One day, while browsing an antique shop, a glass case caught my attention. Inside was a bone with markings that piqued my curiosity. The label read: “Baboon bone, Upper Paleolithic period.” I was surprised to find such a thing in such an unassuming place. With a lump in my throat, I asked the shopkeeper for permission to touch it, explaining my special connection with ancient objects. His skeptical gaze and the “Do Not Touch” sign discouraged me.

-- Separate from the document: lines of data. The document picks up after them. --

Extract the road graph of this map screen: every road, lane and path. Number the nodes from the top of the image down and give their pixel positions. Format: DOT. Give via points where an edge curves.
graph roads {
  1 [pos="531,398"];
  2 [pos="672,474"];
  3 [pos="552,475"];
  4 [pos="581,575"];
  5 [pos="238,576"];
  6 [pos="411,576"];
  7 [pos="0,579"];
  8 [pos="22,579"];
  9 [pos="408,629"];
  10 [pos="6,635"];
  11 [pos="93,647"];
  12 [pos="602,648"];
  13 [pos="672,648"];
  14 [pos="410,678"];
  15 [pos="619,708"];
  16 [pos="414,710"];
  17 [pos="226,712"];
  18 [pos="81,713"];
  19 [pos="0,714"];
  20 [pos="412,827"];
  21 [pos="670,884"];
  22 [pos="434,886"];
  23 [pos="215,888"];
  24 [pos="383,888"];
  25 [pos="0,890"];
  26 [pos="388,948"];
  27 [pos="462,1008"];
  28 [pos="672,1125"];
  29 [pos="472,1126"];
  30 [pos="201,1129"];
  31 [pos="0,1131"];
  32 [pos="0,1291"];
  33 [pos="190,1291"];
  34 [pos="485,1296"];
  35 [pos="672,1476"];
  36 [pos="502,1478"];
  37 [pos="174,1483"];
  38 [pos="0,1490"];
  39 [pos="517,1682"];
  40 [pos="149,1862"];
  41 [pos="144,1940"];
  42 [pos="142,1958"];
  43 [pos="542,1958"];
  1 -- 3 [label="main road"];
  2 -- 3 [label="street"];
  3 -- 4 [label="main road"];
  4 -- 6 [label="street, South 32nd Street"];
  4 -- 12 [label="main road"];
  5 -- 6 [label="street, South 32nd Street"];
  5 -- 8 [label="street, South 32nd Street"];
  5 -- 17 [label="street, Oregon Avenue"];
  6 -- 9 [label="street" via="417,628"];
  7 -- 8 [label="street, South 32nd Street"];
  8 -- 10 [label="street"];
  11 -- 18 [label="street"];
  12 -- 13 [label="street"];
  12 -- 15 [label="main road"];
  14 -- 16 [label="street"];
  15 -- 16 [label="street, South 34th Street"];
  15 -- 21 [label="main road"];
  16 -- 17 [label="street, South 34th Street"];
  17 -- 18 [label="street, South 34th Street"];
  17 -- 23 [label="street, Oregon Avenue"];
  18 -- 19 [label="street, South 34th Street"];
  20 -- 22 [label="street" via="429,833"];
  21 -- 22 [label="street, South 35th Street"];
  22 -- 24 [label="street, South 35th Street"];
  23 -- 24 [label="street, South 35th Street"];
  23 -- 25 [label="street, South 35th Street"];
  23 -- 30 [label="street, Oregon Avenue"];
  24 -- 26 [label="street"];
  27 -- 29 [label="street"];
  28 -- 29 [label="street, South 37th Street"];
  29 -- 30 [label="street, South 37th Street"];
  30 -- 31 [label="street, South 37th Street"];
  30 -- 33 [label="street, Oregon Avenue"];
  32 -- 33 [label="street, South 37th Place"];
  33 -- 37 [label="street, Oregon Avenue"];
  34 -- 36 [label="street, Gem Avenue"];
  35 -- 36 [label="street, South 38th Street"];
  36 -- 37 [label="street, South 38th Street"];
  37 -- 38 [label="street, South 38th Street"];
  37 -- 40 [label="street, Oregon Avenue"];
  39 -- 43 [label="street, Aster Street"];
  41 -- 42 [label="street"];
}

Faced with refusal, I decided to touch the glass case. My pulse quickened, and suddenly, I felt a portal open in my mind. I awoke in a damp darkness, surrounded by the smell of wet earth and decomposing leaves. The scent was strangely familiar, like a forgotten dream. My body had traveled through neural connections to meet that fierce animal yet unnamed as human.

I felt different. I touched my long, tangled hair; my hands, though similar, were smaller, with long, strong nails. Crouching, I touched the rough ground of what seemed to be a cave. There lay the bone. I touched it eagerly, discovering its incisions. Instinctively, I picked up a nearby stone, damp from the sweat of my hand.

I crawled toward an exit. Beneath a starry sky and a full moon, I returned to the cave with the bone and the stone. I etched a mark representing the current lunar phase. I felt my body: swollen breasts, a rounded belly, a trickle of blood running down my legs. I was alive, fully aware of it.

As I emerged from the trance, the shopkeeper eyed me inquisitively and pointed to the “Do Not Touch” sign. With a disinterested tone, he added, “You can’t touch the furniture either.”

I didn’t care. I remembered reading that “man” discovered evolution by using a bone as a weapon. However, after my experience, I understood that it was the recognition of the existence of time that truly marked that transformation. And that time, I am certain, was measured by a female body observing its lunar cycle.